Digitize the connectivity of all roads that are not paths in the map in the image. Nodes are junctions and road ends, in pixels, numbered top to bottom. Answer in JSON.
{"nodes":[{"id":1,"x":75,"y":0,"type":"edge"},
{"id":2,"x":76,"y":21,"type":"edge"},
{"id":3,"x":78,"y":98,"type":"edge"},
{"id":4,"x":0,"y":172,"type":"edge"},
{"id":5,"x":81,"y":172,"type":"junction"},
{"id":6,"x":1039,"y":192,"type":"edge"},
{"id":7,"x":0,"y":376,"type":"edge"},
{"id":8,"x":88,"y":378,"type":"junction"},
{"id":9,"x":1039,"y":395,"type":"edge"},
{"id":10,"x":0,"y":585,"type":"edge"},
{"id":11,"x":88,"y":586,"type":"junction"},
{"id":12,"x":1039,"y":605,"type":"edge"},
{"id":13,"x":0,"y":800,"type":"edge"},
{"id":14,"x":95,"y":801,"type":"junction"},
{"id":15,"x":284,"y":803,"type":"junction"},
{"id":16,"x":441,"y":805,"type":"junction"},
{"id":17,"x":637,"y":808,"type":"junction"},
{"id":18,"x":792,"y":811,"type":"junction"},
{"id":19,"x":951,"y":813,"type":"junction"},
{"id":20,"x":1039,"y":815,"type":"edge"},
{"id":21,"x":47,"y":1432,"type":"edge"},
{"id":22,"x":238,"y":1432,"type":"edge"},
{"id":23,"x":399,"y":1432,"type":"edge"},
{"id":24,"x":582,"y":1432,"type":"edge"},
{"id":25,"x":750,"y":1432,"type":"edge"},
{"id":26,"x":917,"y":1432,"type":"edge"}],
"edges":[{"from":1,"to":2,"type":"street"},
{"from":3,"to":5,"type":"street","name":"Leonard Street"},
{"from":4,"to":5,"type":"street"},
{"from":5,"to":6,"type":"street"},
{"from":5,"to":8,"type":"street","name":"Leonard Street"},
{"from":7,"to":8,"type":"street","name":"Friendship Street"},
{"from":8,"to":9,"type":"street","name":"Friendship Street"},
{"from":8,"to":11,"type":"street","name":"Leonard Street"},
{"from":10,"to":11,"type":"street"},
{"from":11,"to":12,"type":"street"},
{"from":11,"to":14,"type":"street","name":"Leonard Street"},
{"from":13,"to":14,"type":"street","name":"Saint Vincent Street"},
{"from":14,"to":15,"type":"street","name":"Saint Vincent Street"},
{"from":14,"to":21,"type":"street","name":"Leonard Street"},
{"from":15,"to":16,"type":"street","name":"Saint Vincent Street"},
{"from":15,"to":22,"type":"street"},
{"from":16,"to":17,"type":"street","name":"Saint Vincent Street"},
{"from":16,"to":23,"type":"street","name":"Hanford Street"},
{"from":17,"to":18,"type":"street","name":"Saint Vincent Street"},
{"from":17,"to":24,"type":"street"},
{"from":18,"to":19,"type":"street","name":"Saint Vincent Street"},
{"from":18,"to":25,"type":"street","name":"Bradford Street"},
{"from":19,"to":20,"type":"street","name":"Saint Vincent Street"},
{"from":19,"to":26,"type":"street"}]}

Task statement - Respond with one number, the count of lines of the material that include "Friendship".

Answer to the exercise - 2